Already in `spec/IDEAS.md`. A `GET /admin` page showing live config, metrics, rate-limiter state, and a reload button. Zero new Cargo deps. Gate behind `BasicAuthLayer`.

### 10. i18n / localization

No string translation helpers. Apps targeting multiple locales must add a translation crate themselves.

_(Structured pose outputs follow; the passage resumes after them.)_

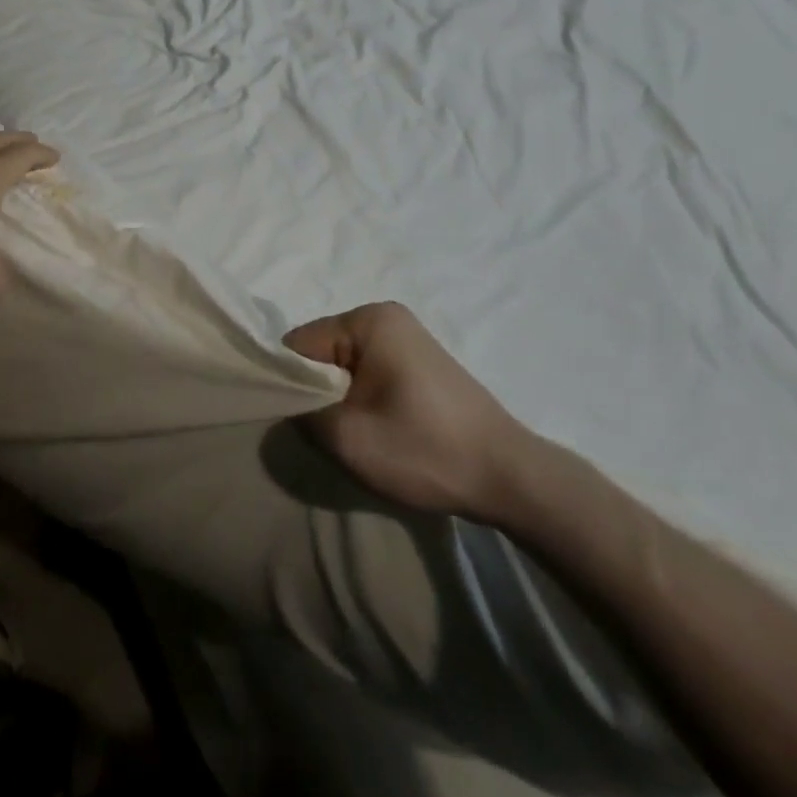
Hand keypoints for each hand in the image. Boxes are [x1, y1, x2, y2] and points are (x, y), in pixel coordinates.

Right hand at [285, 302, 536, 517]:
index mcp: (368, 320)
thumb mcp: (347, 437)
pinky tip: (376, 432)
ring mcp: (408, 339)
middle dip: (314, 392)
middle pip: (322, 353)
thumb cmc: (425, 450)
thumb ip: (299, 414)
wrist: (511, 479)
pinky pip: (370, 374)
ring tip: (351, 436)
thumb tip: (285, 406)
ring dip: (339, 400)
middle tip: (322, 434)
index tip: (288, 420)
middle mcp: (386, 317)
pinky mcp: (421, 365)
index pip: (299, 344)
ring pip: (345, 367)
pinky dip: (362, 401)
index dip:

Could be a thin `src/i18n/mod.rs` that loads `locales/*.toml` files and resolves `Accept-Language` in a request context.

### 11. GraphQL

Increasingly expected as an alternative to REST. Would require a separate `src/graphql/` module integrating with `async-graphql` or `juniper`. Lower priority since the REST story is complete and GraphQL is still niche in Rust.

---

## Summary

| Gap | Priority | Effort | New deps? |
|---|---|---|---|
| ~~Outbound HTTP client~~ ✅ | ~~Critical~~ | ~~Medium~~ | ~~No (reuse rustls)~~ |
| ~~Password hashing~~ ✅ | ~~Critical~~ | ~~Small~~ | ~~`argon2`~~ |
| ~~CSRF protection~~ ✅ | ~~Critical~~ | ~~Small~~ | ~~No (reuse rand_core)~~ |
| ~~OAuth2 / SSO~~ ✅ | ~~Critical~~ | ~~Large~~ | ~~`rsa`, `p256`~~ |
| Email (SMTP) | Important | Small | `lettre` or scratch |
| File storage | Important | Medium | No (S3 via HTTP client) |
| Background job queue | Important | Medium | No |
| OpenAPI / Swagger | Important | Medium | No |
| Admin UI | Nice | Small | No |
| i18n | Nice | Small | Probably none |
| GraphQL | Nice | Large | `async-graphql` |

**Shortest path to self-sufficient:** items 1–3 (HTTP client, password hashing, CSRF) are small-to-medium in scope, have no new external dependencies, and eliminate the most friction for a typical SaaS or API service. Implement in that order.